Work task - The answer must be every line below that contains the string "each".

#### Material to process

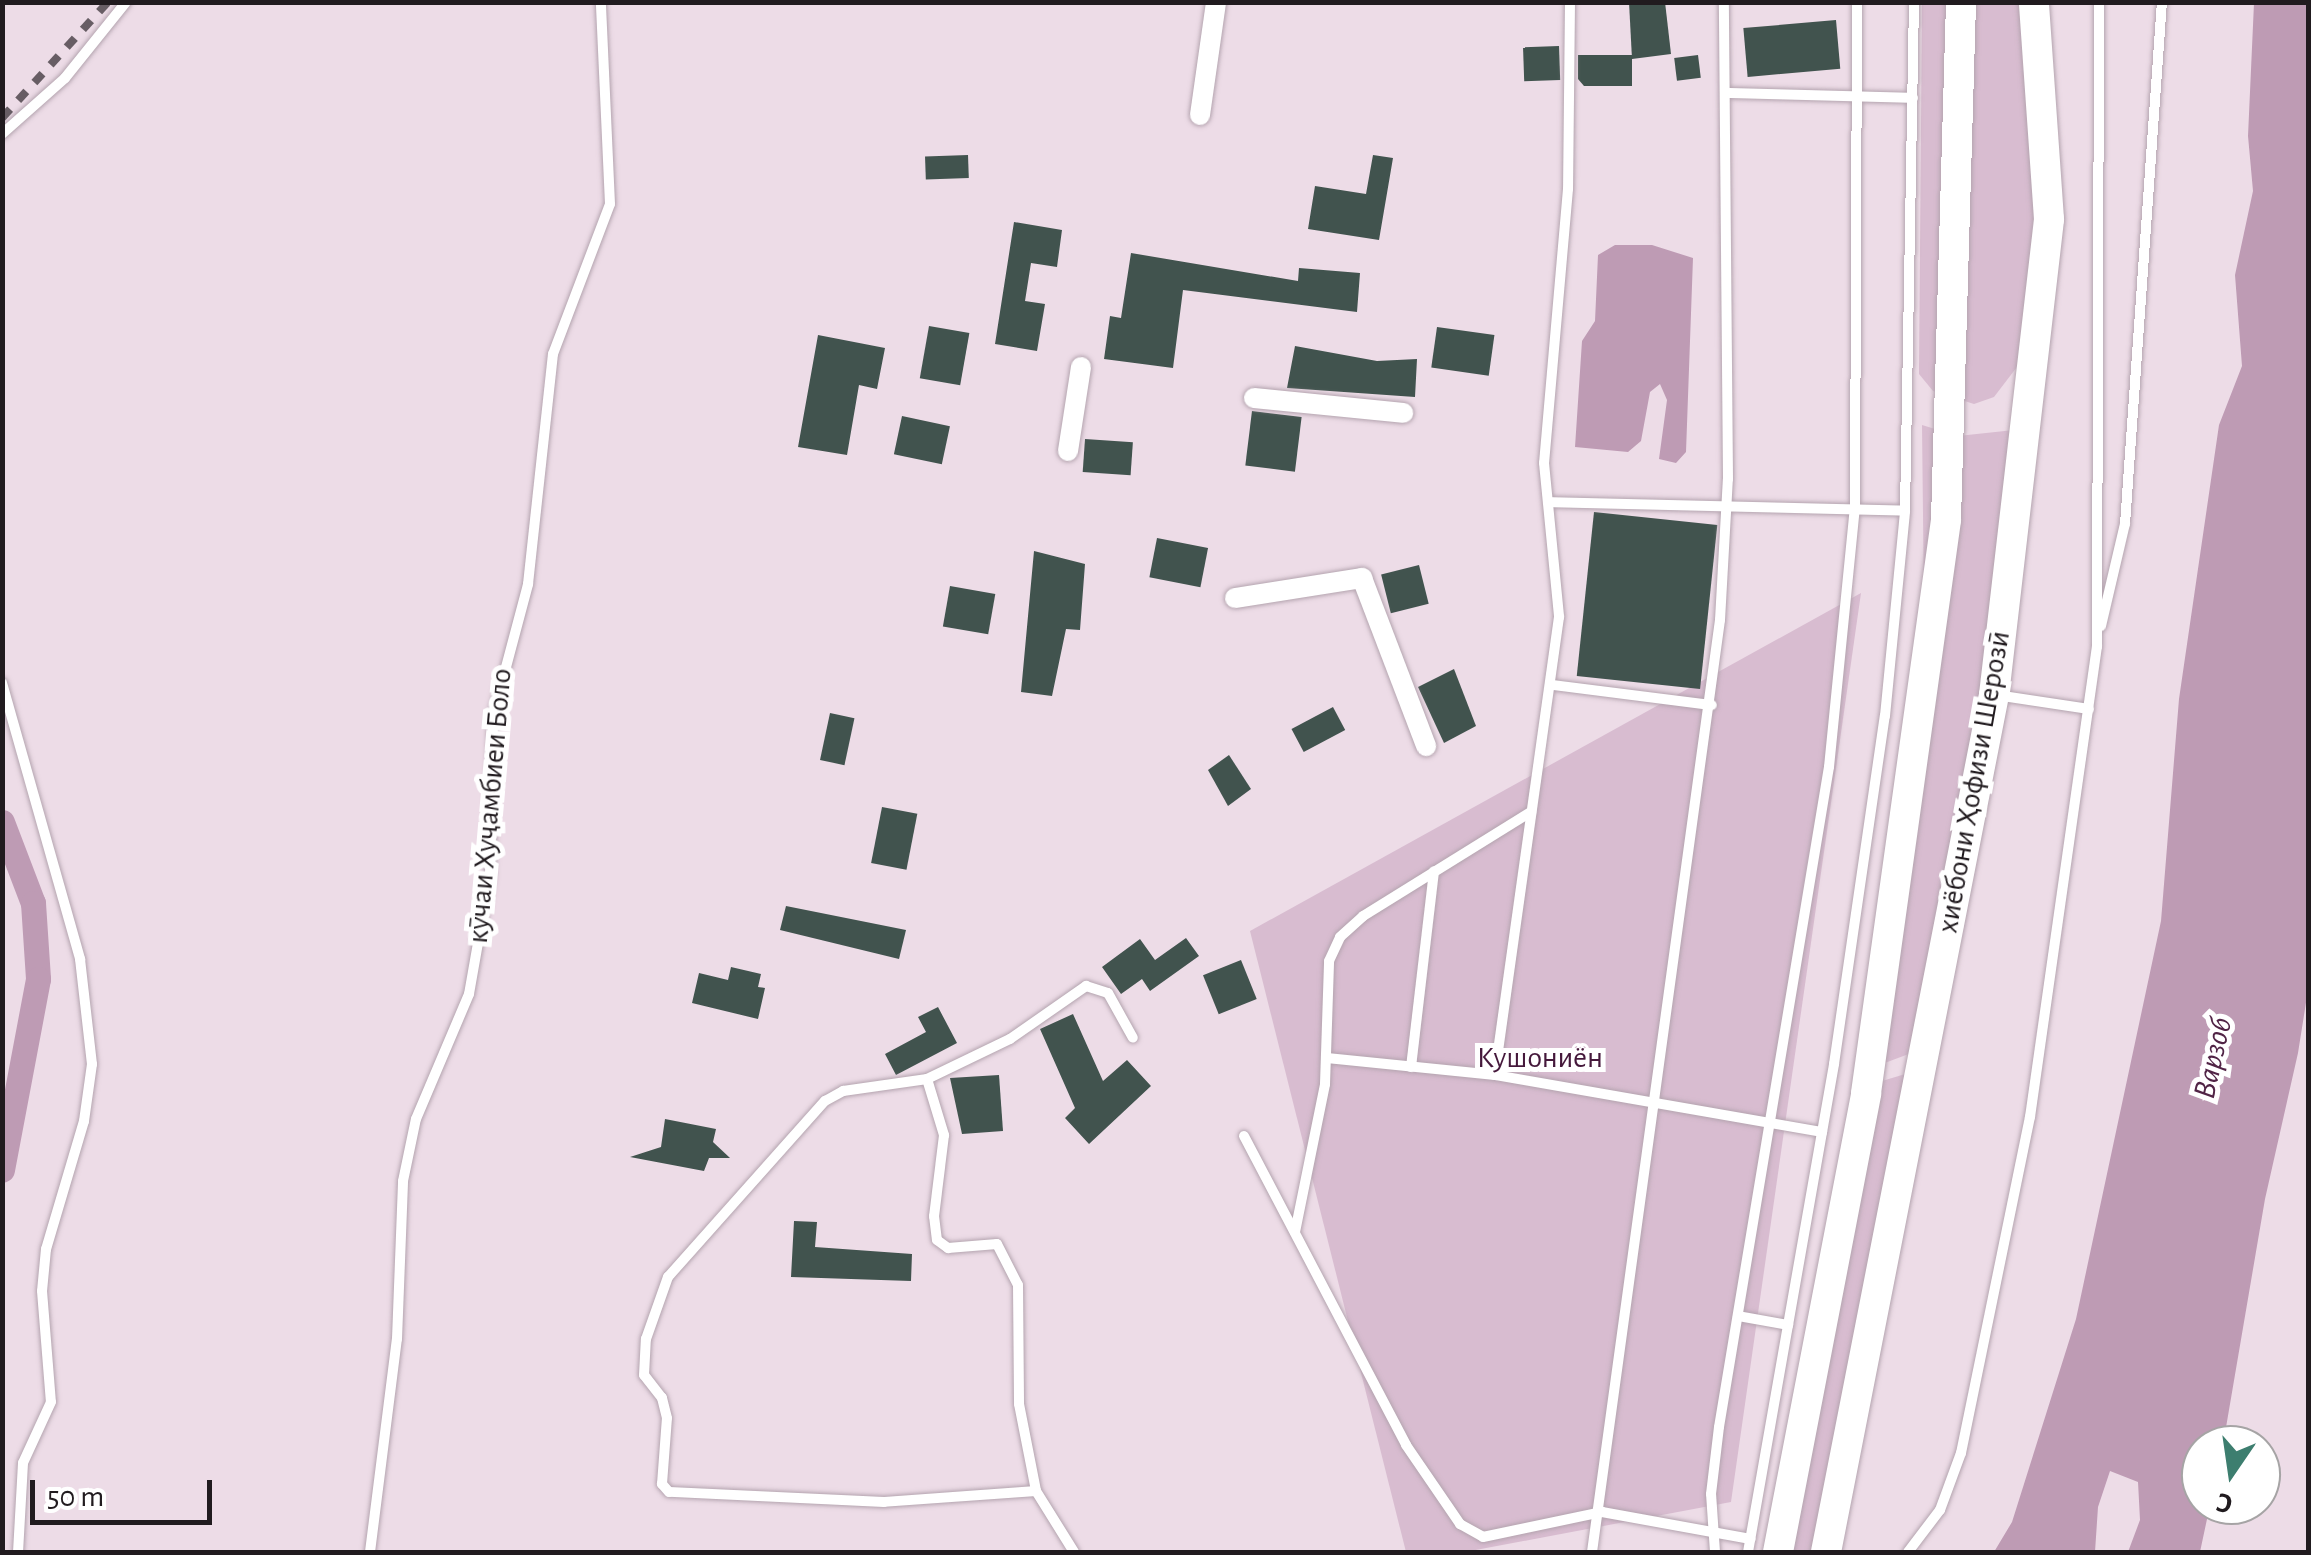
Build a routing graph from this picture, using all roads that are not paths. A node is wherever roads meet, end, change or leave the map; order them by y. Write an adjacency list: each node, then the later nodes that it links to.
1 (126, 2): 16 (lane)
2 (601, 2): 52 (lane, кӯчаи Хуҷамбиеи Боло)
3 (1216, 2): 15 (street)
4 (1570, 2): 21 (lane)
5 (1724, 2): 12 (lane)
6 (1857, 2): 13 (lane)
7 (1914, 2): 14 (lane)
8 (1961, 2): 50 (main road, хиёбони Ҳофизи Шерозӣ)
9 (2034, 2): 29 (main road, хиёбони Ҳофизи Шерозӣ)
10 (2099, 2): 26 (lane)
11 (2162, 2): 26 (lane)
12 (1726, 92): 13 (lane); 22 (lane)
13 (1860, 98): 14 (lane); 23 (lane)
14 (1913, 98): 24 (lane)
15 (1200, 116)
16 (2, 134)
17 (1081, 368): 20 (street)
18 (1254, 398): 19 (street)
19 (1403, 413)
20 (1068, 451)
21 (1548, 502): 22 (lane); 28 (lane)
22 (1726, 503): 23 (lane); 30 (lane)
23 (1855, 508): 24 (lane); 41 (lane)
24 (1905, 511): 42 (lane)
25 (1236, 598): 32 (street)
26 (2096, 647): 31 (lane)
27 (2, 683): 51 (lane)
28 (1553, 685): 30 (lane); 33 (lane)
29 (1994, 695): 31 (lane); 57 (main road, хиёбони Ҳофизи Шерозӣ)
30 (1712, 705): 40 (lane)
31 (2089, 709): 58 (lane)
32 (1426, 746)
33 (1530, 812): 34 (lane); 38 (lane)
34 (1434, 871): 36 (lane); 37 (lane)
35 (1133, 1038): 39 (lane)
36 (1326, 1058): 37 (lane); 44 (lane)
37 (1411, 1067): 38 (lane)
38 (1495, 1075): 40 (lane)
39 (927, 1078): 47 (lane); 47 (lane)
40 (1658, 1100): 41 (lane); 48 (lane)
41 (1772, 1123): 42 (lane); 45 (lane)
42 (1822, 1132): 46 (lane)
43 (1244, 1136): 44 (lane)
44 (1294, 1233): 48 (lane)
45 (1738, 1316): 46 (lane); 49 (lane)
46 (1788, 1324): 50 (lane)
47 (1036, 1491): 53 (lane)
48 (1602, 1512): 49 (lane); 54 (lane)
49 (1715, 1532): 50 (lane); 55 (lane)
50 (1764, 1546): 56 (lane)
51 (18, 1552)
52 (370, 1552)
53 (1074, 1552)
54 (1592, 1552)
55 (1715, 1552)
56 (1748, 1552)
57 (1826, 1552)
58 (1908, 1552)

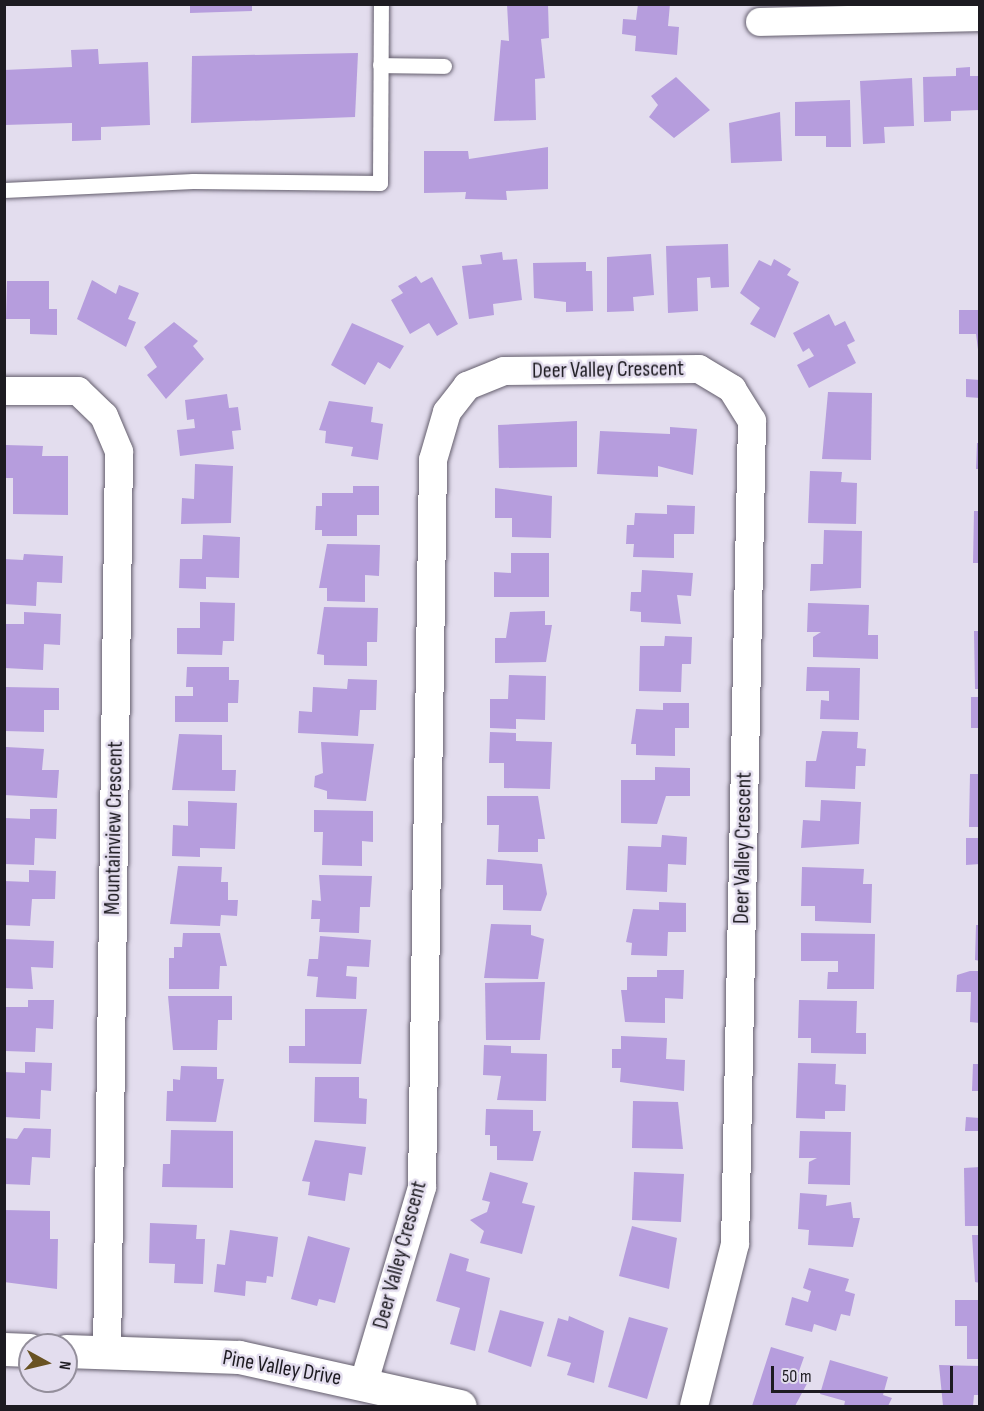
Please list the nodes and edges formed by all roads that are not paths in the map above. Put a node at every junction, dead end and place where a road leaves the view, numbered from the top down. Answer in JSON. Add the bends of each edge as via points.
{"nodes":[{"id":1,"x":381,"y":4,"type":"edge"},
{"id":2,"x":980,"y":17,"type":"edge"},
{"id":3,"x":760,"y":22,"type":"dead end"},
{"id":4,"x":380,"y":65,"type":"junction"},
{"id":5,"x":444,"y":66,"type":"dead end"},
{"id":6,"x":4,"y":190,"type":"edge"},
{"id":7,"x":4,"y":391,"type":"edge"},
{"id":8,"x":78,"y":1351,"type":"edge"},
{"id":9,"x":107,"y":1352,"type":"junction"},
{"id":10,"x":364,"y":1382,"type":"junction"},
{"id":11,"x":459,"y":1407,"type":"edge"},
{"id":12,"x":694,"y":1407,"type":"edge"}],
"edges":[{"from":1,"to":4,"type":"lane"},
{"from":2,"to":3,"type":"street"},
{"from":4,"to":5,"type":"lane"},
{"from":4,"to":6,"type":"lane","via":[[380,183],[193,181]]},
{"from":7,"to":9,"type":"street","name":"Mountainview Crescent","via":[[78,391],[104,416],[119,452]]},
{"from":8,"to":9,"type":"street","name":"Pine Valley Drive"},
{"from":9,"to":10,"type":"street","name":"Pine Valley Drive","via":[[239,1357]]},
{"from":10,"to":11,"type":"street","name":"Pine Valley Drive"},
{"from":10,"to":12,"type":"street","name":"Deer Valley Crescent","via":[[422,1187],[433,460],[447,412],[467,386],[504,371],[699,369],[732,389],[752,421],[735,1244]]}]}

########

Reply to the exercise -
Build a routing graph from this picture, using all roads that are not paths. A node is wherever roads meet, end, change or leave the map; order them by y. Write an adjacency list: each node, then the later nodes that it links to.
Please list the nodes and edges formed by all roads that are not paths in the map above. Put a node at every junction, dead end and place where a road leaves the view, numbered from the top down. Answer in JSON. Add the bends of each edge as via points.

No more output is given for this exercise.